Femminismo è un termine-leviatano che ci capita di sentire almeno una volta al giorno e che allo stato attuale è in grado di ricoprire una superficie di significati talmente ampia da mandare in tilt parecchi cervelli ogni volta che qualcuno lo utilizza. Poco tempo fa mi è stato chiesto di presentare un saggio appena pubblicato in Italia di un’autrice americana. Il libro ha un titolo provocatorio, Why I Am Not a Feminist: A Feminist Manifesto (Perché non sono femminista. Un manifesto femminista – Sur, traduzione di Giuliana Lupi) e devo dire che il titolo non è l’unica provocazione a cui l’autrice Jessa Crispin è ricorsa nella stesura del saggio.
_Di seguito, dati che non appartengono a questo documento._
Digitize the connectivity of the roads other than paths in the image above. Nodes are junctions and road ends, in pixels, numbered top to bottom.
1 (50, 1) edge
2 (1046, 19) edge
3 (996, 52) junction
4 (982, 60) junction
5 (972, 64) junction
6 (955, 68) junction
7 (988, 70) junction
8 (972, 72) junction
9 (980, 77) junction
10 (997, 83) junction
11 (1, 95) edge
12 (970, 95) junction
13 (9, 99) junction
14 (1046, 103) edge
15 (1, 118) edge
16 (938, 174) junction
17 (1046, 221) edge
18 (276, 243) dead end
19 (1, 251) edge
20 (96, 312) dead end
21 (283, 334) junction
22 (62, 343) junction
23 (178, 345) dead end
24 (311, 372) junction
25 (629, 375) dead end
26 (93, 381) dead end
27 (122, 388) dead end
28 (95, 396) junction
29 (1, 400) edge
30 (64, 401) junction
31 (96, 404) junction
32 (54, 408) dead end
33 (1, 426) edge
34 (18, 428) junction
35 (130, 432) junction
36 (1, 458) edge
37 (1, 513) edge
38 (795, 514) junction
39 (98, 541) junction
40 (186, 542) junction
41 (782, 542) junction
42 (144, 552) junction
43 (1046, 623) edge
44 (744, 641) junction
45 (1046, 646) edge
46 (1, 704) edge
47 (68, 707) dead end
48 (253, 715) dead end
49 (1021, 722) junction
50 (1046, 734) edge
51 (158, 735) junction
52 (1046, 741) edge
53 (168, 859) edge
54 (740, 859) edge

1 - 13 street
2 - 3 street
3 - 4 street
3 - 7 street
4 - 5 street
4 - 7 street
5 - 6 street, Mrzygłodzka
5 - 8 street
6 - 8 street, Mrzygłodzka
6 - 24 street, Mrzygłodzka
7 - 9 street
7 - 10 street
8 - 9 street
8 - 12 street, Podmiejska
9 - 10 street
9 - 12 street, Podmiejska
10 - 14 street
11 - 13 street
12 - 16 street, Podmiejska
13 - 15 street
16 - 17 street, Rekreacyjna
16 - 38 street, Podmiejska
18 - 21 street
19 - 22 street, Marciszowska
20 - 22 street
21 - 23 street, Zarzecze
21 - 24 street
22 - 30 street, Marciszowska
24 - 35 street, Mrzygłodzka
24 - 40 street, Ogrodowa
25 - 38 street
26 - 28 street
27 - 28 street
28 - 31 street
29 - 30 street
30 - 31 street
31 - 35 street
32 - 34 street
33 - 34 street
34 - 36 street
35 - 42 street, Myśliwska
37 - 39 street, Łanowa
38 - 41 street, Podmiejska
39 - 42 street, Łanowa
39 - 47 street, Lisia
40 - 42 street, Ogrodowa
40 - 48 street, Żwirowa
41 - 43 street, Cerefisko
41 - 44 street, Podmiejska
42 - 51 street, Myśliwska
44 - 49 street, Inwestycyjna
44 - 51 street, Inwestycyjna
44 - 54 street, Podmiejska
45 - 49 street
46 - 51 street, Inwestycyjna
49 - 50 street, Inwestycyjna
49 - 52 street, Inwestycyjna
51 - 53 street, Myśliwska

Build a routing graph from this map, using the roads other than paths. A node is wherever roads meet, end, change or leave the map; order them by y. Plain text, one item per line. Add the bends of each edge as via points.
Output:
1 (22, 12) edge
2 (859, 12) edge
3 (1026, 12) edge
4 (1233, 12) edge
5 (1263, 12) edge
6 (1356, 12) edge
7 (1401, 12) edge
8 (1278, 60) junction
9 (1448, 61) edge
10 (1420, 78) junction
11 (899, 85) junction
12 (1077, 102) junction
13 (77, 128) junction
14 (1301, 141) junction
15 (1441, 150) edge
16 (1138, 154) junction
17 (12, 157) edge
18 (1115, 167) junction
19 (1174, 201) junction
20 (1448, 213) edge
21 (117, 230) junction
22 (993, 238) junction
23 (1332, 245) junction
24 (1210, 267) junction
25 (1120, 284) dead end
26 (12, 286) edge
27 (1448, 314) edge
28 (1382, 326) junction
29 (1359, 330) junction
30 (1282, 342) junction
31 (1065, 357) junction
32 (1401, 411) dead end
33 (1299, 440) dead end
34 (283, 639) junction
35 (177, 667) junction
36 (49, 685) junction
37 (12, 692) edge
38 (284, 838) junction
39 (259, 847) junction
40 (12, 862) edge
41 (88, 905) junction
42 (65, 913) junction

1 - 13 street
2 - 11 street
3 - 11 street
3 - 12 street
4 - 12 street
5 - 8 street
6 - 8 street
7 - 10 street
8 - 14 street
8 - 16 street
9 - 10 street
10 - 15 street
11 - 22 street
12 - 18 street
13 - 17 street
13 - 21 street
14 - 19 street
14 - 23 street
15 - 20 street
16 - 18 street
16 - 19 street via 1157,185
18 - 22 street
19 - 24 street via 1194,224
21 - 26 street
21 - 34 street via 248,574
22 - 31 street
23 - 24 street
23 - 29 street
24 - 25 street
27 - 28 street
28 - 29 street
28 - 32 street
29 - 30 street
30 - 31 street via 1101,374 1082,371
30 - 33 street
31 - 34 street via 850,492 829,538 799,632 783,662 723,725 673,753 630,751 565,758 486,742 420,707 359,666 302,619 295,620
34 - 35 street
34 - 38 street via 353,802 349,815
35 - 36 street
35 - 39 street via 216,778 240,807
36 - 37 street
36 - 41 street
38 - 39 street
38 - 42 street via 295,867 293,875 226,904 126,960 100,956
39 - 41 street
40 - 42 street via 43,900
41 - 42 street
Il punto di partenza e l’arteria che percorre tutto il discorso di Crispin è un interrogarsi, anche in maniera abbastanza impietosa, sullo stato attuale del femminismo: dal logoramento del suo significato originario all’utilizzo del termine come strumento di marketing, il cosiddetto femminismo POP che vediamo su Instagram e su molte T-Shirt. È un dato di fatto che un certo modo di intendere il femminismo, quello più legato al concetto di empowerment (il tuo corpo è bellissimo, you can do it, puoi arrivare ovunque tu desideri, devi volerti bene eccetera eccetera) sia di gran lunga più vendibile rispetto a una concezione più radicale ed estrema, più marcatamente politica. Il femminismo dei reggiseni bruciati, degli aborti clandestini e delle rivendicazioni di classe è stato messo in ombra da un suo figlio più docile e individualista, perfetto per diventare uno slogan legato a qualche marchio di cosmetici o a una maglia Dior da $700.
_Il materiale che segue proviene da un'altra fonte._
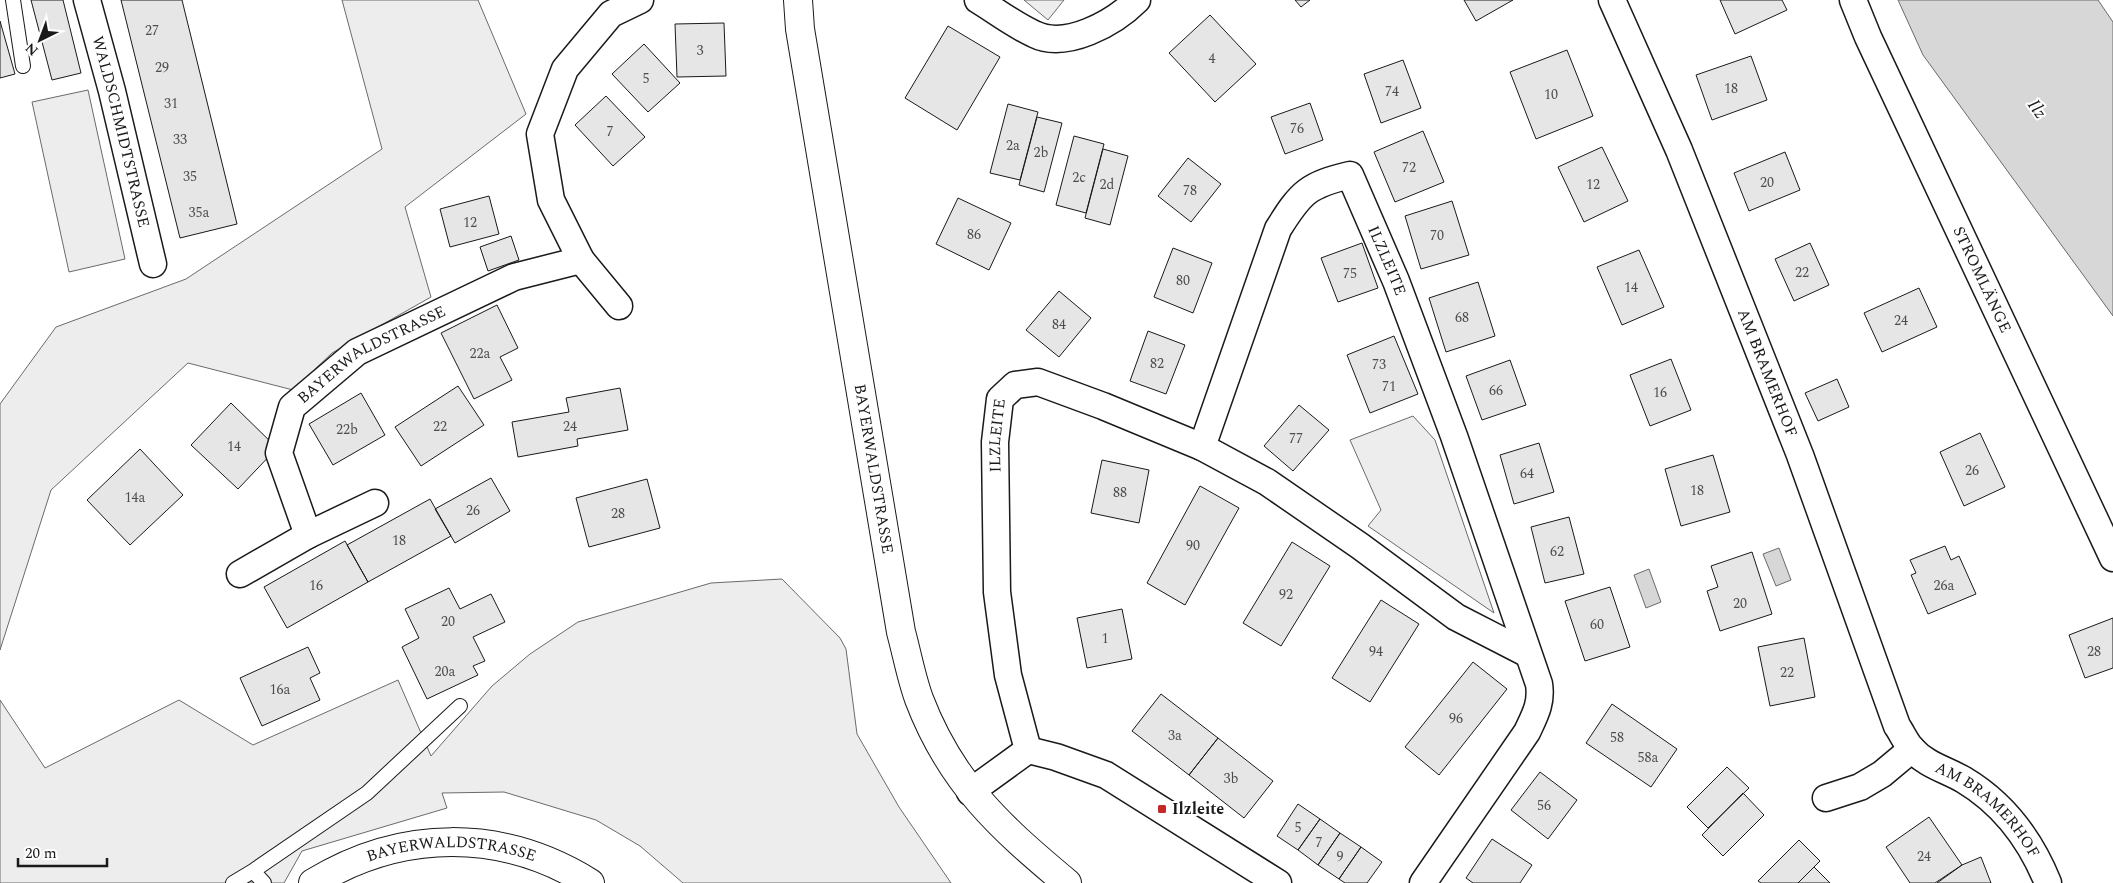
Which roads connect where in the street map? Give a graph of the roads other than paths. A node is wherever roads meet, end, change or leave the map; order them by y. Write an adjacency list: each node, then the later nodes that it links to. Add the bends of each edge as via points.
1 (13, 0): 9 (lane)
2 (87, 0): 11 (street, WALDSCHMIDTSTRASSE)
3 (640, 0): 10 (street, via 611,14 565,69 540,134 551,200)
4 (798, 0): 22 (main road, BAYERWALDSTRASSE, via 800,29 902,632 919,697 937,740)
5 (978, 0): 6 (street, via 1035,35 1061,39 1107,24)
6 (1137, 0)
7 (1612, 0): 20 (street, AM BRAMERHOF, via 1679,150 1800,455 1897,726)
8 (1853, 0): 16 (street, STROMLÄNGE)
9 (24, 66)
10 (581, 260): 12 (street); 15 (street, BAYERWALDSTRASSE, via 514,277 356,352 292,407 280,453)
11 (153, 264)
12 (619, 306)
13 (1202, 447): 18 (street, ILZLEITE, via 1267,482 1456,617); 18 (street, ILZLEITE, via 1278,229 1295,202 1320,182 1350,175 1396,281 1454,436); 21 (street, ILZLEITE, via 1038,382 1015,385 1000,399 994,442 997,592 1008,675)
14 (375, 503): 15 (street)
15 (308, 535): 17 (street)
16 (2113, 558)
17 (240, 574)
18 (1528, 654): 31 (street, ILZLEITE, via 1541,696 1527,732)
19 (460, 706): 24 (lane, via 367,793)
20 (1912, 749): 23 (street, via 1860,787); 32 (street, AM BRAMERHOF, via 1934,766 1965,780 1996,803 2019,829)
21 (1028, 750): 22 (street); 30 (street, via 1106,775)
22 (970, 792): 29 (main road, BAYERWALDSTRASSE, via 1000,825)
23 (1826, 798)
24 (253, 871): 25 (lane); 26 (lane)
25 (232, 883)
26 (264, 883)
27 (313, 883): 28 (main road, BAYERWALDSTRASSE, via 357,860 397,849 466,842 505,846 540,857)
28 (590, 883)
29 (1067, 883)
30 (1278, 883)
31 (1423, 883)
32 (2048, 883)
Tempo fa leggevo sul New Yorker un articolo molto interessante che parlava di Reddit, in cui i Social Network venivano definiti come una festa: all’inizio gli invitati sono pochi e tutti amici dell’organizzatore, tutti quanti appartengono alla stessa bolla e si presuppone che la pensino più o meno allo stesso modo. Poi la festa si allarga e va fuori controllo. L’autore faceva questo esempio per raccontare di come Reddit ai primi tempi fosse un luogo prediletto unicamente da smanettoni – programmatori, designer, gente di Cupertino insomma – e adesso è stato costretto a infrangere la sua promessa di mantenersi sempre un luogo di assoluta libertà d’espressione per via di qualche suo subreddit degenerato pericolosamente in roba di sesso con animali, razzismo, sessismo, ma soprattutto per via delle accuse di essere il luogo d’incontro e proliferazione di alcune espressioni di estremismo politico che pare abbiano addirittura influenzato le ultime elezioni americane.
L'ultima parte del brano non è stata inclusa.